La Nouvelle Tribune

Désormais une loi pour traquer les crimes informatiques

Espace membre

Le chapitre XVI de la loi 2011-20 du 12 octobre 2011 portant lutte contre la corruption et autres infractions connexes en République du Bénin prévoit des mesures pour la répression des infractions cybernétiques. Les infractions mentionnées dans le chapitre XVI de la loi 2011-20 du 12 octobre 2011 portant lutte contre la corruption et autres infractions connexes en République du Bénin concernent les systèmes informatiques, les traitements automatisés de données, les mesures de sécurité et les programmes informatiques. Ce sont entre autres l’accès intentionnel ou la tentative d’accès et sans droit à un système informatique, l’interception intentionnelle ou la tentative d’interception et sans droit d’une transmission de données informatiques non publiques. Il s’agit aussi du fait intentionnel ou la tentative et sans droit d’altérer, de modifier, ou de supprimer des données informatiques ou de limiter l’accès à ces données et l’entrave ou la tentative d’entrave et sans droit au fonctionnement d’un système informatique par l’introduction, la transmission, la modification, l’effacement, la détérioration ou la suppression des données informatiques. On peut aussi citer la production, la vente, l’importation, la distribution ou la mise à disposition sous n’importe quelle forme, sans droit, d’un dispositif ou un programme informatique conçu ou adapté dans le but d’avoir accès intentionnellement à un système informatique, l’accès de manière frauduleuse, ou la tentative d’accès frauduleuse ou le maintien dans tout ou partie d’un système de traitement automatisé de données.

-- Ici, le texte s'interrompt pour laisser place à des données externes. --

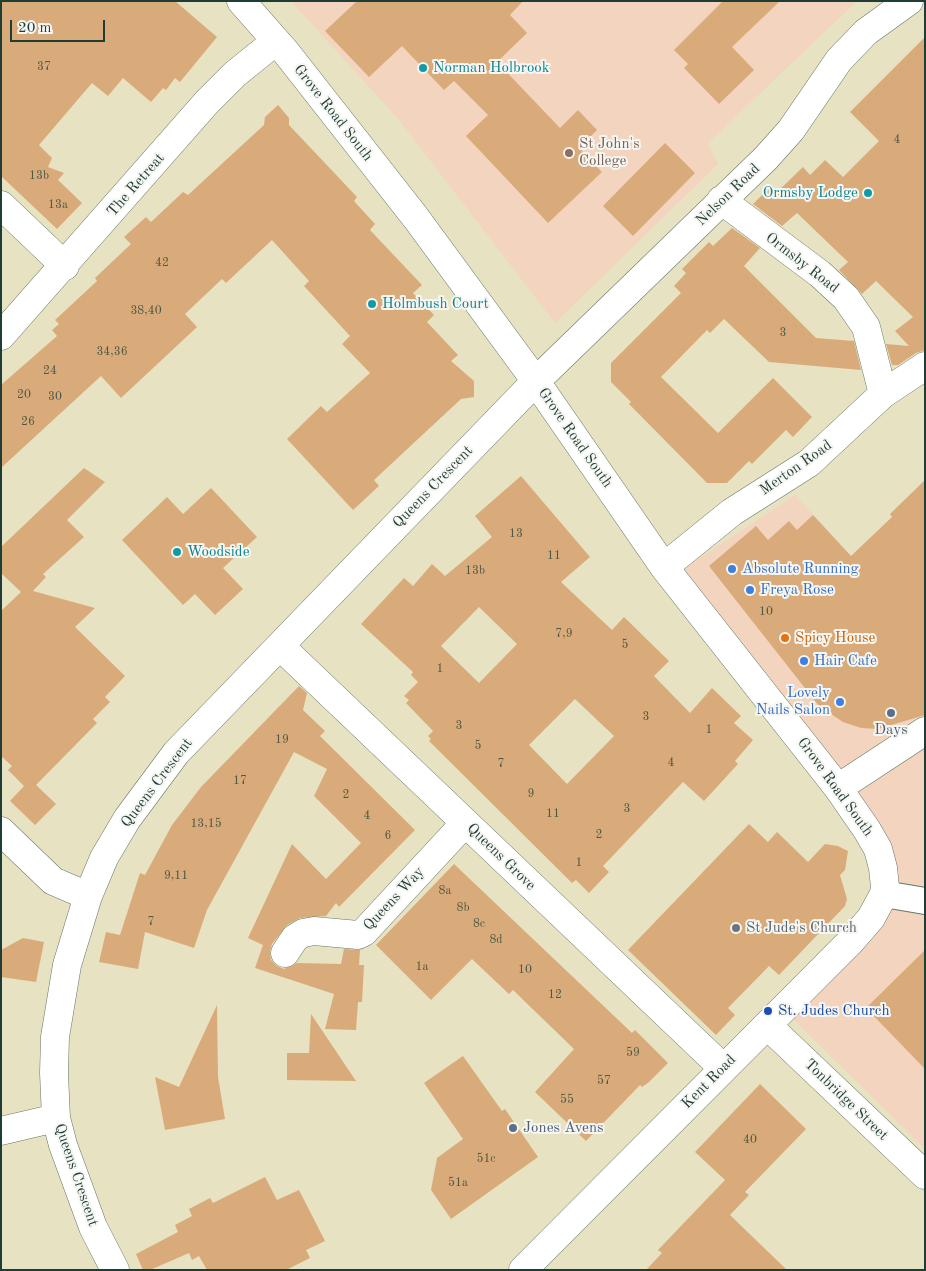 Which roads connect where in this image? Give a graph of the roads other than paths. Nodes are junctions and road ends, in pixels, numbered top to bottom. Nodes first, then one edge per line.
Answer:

Pour les crimes relatifs à un système de sécurité, à un traitement automatisé de données et à un mesure de sécurité les peines prévues par la loi vont d’un (1) an à vingt (20) ans d’emprisonnement, selon le cas et les amendes à payer par le fautif sont comprises entre 500 mille Fcfa à 1 milliard de Fcfa. En ce qui concerne les crimes sur les programmes informatiques, les peines vont d’un (1) à dix (10) ans de prison et les amendes de 500 mille à 150 millions de Fcfa.